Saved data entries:
═══
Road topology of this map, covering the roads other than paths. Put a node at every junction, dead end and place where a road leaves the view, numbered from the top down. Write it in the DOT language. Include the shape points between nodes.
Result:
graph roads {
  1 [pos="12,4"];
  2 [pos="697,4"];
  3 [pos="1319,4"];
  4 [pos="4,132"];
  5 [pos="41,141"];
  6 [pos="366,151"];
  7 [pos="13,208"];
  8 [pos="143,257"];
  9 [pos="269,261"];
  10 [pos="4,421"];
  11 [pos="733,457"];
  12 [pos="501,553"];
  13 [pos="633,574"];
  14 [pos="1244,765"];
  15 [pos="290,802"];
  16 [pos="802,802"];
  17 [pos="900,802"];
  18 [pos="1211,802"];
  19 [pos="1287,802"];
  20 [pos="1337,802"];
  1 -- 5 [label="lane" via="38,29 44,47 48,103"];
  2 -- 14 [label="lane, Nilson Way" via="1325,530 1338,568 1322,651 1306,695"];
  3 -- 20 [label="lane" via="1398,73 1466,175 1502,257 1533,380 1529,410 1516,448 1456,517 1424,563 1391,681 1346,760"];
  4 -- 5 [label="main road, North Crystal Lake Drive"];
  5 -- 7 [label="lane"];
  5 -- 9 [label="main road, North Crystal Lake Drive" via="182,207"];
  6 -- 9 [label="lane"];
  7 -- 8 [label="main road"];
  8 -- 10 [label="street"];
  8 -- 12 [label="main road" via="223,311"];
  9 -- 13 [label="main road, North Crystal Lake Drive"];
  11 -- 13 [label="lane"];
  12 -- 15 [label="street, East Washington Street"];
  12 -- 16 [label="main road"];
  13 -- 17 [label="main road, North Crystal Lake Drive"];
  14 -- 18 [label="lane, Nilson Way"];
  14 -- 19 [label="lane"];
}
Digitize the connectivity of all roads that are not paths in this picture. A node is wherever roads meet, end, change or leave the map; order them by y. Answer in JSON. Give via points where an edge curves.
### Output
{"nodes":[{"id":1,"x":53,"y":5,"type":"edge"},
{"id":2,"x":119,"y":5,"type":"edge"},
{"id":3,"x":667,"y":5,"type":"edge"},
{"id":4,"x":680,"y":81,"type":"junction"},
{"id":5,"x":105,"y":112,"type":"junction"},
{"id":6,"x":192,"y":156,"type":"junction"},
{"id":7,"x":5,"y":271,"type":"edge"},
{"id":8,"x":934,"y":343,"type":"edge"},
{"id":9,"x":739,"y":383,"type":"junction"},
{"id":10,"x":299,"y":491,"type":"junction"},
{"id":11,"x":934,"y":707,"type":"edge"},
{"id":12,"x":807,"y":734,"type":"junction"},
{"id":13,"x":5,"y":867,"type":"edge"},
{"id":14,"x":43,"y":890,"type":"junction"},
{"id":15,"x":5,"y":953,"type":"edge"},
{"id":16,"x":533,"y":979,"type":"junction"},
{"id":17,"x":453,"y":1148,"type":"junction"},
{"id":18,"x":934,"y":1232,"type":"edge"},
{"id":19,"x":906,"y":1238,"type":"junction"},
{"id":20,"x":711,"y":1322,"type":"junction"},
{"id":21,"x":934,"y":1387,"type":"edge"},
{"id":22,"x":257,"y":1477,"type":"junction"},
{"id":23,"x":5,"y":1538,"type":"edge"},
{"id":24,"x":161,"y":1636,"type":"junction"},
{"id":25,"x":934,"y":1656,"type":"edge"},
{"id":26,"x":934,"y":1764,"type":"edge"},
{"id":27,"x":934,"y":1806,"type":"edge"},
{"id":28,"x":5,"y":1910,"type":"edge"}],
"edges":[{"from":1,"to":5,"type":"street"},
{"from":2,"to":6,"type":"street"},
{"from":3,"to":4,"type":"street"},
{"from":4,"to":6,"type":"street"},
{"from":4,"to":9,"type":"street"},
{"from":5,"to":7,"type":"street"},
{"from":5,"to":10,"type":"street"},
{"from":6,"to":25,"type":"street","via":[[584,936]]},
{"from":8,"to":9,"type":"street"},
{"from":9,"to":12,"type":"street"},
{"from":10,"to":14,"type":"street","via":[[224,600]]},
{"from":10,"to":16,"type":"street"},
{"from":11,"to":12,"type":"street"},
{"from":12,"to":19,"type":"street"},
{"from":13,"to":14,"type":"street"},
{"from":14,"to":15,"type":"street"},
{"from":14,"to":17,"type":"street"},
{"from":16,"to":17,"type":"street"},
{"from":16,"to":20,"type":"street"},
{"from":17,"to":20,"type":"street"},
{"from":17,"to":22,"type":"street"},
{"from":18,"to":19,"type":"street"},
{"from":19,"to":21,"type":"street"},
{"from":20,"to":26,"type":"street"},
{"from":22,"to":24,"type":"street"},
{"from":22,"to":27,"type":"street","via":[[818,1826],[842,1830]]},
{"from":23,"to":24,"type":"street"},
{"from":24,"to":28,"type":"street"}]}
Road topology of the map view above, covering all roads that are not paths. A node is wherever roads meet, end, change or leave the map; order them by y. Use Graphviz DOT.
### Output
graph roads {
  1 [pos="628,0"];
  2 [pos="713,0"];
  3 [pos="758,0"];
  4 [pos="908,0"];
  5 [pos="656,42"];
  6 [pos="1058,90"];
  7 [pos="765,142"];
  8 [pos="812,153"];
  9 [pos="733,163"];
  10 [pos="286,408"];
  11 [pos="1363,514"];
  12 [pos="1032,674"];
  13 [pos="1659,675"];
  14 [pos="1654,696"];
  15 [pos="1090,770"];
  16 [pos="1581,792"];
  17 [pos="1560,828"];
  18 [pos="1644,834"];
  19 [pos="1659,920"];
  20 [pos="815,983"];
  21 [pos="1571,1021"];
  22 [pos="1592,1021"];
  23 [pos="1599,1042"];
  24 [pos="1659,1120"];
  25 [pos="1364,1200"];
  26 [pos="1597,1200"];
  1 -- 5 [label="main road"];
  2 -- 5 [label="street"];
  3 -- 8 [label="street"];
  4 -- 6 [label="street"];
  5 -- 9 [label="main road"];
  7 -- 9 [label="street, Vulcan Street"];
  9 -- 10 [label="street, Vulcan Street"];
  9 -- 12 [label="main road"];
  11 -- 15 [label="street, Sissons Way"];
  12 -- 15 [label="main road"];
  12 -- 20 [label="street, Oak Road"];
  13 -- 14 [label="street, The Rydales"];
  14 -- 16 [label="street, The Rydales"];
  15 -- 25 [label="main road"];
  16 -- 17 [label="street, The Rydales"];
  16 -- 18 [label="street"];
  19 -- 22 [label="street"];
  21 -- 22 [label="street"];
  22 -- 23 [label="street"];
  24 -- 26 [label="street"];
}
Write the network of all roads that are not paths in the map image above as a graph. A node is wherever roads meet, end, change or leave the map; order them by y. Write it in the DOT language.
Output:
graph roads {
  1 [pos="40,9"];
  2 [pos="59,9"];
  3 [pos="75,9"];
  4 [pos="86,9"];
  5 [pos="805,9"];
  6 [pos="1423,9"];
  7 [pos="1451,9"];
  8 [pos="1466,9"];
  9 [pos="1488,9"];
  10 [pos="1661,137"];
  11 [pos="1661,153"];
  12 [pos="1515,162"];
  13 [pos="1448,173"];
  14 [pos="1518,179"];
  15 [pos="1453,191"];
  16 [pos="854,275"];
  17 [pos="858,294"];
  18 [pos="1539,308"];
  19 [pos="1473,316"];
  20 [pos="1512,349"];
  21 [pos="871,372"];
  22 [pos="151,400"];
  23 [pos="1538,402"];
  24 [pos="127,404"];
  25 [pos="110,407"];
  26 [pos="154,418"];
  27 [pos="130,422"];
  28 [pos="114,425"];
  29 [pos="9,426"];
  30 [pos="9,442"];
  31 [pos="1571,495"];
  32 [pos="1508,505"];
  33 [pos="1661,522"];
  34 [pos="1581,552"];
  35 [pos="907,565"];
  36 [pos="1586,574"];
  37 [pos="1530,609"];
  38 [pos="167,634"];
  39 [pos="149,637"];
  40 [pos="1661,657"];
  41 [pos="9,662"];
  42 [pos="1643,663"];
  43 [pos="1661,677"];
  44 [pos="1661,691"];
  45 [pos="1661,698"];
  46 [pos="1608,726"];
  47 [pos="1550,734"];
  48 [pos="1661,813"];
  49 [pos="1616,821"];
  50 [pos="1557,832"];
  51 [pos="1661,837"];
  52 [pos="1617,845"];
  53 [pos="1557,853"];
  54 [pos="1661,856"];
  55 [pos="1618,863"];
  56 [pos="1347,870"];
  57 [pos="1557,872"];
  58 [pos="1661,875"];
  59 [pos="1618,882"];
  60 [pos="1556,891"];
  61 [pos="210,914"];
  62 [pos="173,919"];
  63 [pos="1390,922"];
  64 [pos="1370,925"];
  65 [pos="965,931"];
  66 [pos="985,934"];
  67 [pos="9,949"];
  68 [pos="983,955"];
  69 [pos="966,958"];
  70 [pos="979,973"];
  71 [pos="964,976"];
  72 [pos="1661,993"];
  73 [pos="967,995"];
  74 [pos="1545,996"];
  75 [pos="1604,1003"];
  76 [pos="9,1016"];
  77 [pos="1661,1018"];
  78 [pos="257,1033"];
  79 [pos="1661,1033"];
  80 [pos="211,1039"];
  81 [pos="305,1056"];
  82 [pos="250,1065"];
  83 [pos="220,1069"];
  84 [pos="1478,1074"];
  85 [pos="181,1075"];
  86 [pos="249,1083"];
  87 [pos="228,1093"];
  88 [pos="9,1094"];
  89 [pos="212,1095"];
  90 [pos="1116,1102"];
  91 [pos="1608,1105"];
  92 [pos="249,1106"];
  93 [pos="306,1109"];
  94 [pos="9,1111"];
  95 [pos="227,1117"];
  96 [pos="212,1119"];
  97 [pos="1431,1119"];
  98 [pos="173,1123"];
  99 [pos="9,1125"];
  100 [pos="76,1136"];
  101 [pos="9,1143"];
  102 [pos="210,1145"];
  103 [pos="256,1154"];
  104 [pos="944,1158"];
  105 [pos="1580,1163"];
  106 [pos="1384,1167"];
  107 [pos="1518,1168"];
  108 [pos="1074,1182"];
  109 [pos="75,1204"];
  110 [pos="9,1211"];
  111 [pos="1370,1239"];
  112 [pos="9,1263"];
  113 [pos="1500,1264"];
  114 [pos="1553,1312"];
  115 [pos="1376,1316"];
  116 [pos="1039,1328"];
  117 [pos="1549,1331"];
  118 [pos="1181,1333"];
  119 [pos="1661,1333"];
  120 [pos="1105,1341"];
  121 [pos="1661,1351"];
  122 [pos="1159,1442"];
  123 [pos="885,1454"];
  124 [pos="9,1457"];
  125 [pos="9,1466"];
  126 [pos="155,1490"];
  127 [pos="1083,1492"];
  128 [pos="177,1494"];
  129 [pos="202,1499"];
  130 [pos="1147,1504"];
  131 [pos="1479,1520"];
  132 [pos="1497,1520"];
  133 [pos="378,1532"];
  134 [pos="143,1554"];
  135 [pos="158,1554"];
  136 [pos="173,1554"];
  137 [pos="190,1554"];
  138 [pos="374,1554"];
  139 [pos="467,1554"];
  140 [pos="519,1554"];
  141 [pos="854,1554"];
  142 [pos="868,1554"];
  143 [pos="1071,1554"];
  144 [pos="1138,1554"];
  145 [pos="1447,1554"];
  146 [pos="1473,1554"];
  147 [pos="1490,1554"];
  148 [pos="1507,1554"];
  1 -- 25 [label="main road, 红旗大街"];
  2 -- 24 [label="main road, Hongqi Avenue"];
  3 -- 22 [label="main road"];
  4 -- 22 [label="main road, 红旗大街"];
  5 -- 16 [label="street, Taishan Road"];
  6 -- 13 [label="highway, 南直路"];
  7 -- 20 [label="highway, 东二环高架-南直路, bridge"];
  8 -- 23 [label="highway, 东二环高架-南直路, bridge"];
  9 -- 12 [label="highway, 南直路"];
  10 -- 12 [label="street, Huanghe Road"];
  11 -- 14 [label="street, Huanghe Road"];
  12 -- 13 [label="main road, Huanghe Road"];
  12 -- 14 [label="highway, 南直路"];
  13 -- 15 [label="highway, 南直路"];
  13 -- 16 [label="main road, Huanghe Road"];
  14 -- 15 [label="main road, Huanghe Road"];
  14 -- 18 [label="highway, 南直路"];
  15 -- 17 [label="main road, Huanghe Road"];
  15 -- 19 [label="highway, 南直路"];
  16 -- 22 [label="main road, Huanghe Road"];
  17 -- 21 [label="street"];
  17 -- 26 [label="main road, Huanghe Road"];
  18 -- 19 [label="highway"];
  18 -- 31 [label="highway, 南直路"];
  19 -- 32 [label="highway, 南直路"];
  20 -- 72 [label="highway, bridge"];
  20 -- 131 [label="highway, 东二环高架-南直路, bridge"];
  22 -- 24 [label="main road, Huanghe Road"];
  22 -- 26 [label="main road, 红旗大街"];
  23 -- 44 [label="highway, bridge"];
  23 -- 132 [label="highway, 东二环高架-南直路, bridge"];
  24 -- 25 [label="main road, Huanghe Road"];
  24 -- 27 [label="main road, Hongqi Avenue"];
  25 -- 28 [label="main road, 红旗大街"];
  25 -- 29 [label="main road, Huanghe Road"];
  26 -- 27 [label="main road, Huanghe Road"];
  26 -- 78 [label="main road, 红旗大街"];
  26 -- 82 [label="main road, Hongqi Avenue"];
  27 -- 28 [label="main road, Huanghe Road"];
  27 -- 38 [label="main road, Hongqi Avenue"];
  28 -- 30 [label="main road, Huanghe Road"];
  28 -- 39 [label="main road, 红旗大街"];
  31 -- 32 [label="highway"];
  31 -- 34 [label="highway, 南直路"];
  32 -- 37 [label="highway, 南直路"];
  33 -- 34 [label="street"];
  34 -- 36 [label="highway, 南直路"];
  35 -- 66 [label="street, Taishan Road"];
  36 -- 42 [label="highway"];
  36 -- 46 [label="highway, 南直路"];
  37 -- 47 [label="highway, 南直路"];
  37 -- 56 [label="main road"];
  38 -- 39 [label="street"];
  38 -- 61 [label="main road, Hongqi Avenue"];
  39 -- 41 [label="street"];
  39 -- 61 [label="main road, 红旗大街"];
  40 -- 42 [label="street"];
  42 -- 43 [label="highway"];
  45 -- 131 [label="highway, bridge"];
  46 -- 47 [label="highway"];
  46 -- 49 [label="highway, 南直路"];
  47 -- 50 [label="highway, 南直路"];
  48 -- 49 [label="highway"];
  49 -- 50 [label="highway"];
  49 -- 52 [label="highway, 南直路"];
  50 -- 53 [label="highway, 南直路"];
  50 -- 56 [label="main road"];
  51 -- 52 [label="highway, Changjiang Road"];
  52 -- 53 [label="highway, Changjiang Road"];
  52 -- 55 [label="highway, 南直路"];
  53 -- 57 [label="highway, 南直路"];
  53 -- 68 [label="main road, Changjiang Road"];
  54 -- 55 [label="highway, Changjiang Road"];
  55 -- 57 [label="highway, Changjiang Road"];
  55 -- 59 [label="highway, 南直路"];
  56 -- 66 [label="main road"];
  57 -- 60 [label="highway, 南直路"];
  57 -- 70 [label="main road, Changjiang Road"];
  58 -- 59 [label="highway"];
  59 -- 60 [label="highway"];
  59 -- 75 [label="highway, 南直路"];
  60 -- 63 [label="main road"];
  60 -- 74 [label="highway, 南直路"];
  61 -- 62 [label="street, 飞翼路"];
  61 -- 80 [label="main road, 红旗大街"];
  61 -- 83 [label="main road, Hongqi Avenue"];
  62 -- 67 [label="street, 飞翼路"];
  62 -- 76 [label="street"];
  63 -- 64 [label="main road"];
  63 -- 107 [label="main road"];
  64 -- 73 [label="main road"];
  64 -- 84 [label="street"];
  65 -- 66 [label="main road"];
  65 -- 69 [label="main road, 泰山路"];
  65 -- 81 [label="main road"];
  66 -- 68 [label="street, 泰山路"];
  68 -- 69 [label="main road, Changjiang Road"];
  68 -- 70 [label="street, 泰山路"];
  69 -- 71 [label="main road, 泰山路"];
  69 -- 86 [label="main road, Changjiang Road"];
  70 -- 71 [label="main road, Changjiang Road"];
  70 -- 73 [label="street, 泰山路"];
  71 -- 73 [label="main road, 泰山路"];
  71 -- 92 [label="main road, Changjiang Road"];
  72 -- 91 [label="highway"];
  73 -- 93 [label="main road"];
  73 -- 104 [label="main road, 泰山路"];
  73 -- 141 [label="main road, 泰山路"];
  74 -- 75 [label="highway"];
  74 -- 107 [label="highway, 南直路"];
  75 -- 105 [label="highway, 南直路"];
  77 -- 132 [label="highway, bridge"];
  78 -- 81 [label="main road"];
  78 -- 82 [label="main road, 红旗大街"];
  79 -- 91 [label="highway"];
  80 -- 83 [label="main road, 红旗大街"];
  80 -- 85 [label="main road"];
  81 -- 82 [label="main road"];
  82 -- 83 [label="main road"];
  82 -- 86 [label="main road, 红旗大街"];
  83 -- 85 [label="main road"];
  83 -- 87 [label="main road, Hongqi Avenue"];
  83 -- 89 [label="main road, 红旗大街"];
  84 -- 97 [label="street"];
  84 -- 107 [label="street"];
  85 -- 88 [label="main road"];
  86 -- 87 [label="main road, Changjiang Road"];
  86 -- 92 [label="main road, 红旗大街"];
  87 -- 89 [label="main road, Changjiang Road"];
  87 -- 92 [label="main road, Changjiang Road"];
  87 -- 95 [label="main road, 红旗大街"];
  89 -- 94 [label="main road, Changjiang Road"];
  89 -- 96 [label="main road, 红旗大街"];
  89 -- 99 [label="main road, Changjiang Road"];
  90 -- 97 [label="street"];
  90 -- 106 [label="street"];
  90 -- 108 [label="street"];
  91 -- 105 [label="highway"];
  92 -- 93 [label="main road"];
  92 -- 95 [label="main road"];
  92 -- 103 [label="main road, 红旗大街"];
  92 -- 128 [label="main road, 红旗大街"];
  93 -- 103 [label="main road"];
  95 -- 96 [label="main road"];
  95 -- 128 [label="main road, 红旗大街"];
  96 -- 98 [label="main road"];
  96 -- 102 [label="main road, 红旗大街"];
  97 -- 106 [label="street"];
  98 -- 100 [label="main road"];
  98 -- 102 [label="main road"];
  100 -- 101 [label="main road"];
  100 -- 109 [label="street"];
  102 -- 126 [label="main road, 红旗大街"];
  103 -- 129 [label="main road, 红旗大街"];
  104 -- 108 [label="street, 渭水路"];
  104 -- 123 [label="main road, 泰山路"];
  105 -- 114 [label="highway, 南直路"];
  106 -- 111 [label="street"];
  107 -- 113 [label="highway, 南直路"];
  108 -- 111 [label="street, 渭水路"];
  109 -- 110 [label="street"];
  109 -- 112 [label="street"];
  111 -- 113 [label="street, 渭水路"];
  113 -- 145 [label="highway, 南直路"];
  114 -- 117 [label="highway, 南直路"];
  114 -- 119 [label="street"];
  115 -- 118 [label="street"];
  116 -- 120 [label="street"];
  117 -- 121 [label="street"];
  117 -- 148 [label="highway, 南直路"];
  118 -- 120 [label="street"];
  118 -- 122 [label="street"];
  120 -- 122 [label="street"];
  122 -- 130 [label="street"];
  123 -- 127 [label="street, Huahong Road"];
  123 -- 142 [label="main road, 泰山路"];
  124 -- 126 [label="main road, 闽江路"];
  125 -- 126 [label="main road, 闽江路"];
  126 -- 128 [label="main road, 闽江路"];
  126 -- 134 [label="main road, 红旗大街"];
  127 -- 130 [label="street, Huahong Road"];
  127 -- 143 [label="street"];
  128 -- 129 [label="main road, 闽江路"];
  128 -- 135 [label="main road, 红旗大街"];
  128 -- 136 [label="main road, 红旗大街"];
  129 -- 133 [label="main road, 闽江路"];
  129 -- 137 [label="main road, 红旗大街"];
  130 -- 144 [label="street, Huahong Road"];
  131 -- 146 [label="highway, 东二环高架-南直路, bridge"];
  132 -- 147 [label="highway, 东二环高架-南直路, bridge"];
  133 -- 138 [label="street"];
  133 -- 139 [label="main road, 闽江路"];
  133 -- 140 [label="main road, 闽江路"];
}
═══
Exercise prompt —
A line belongs in the answer if it contains the word "that"; copy every such line from the data above.

Task result —
Digitize the connectivity of all roads that are not paths in this picture. A node is wherever roads meet, end, change or leave the map; order them by y. Answer in JSON. Give via points where an edge curves.
Road topology of the map view above, covering all roads that are not paths. A node is wherever roads meet, end, change or leave the map; order them by y. Use Graphviz DOT.
Write the network of all roads that are not paths in the map image above as a graph. A node is wherever roads meet, end, change or leave the map; order them by y. Write it in the DOT language.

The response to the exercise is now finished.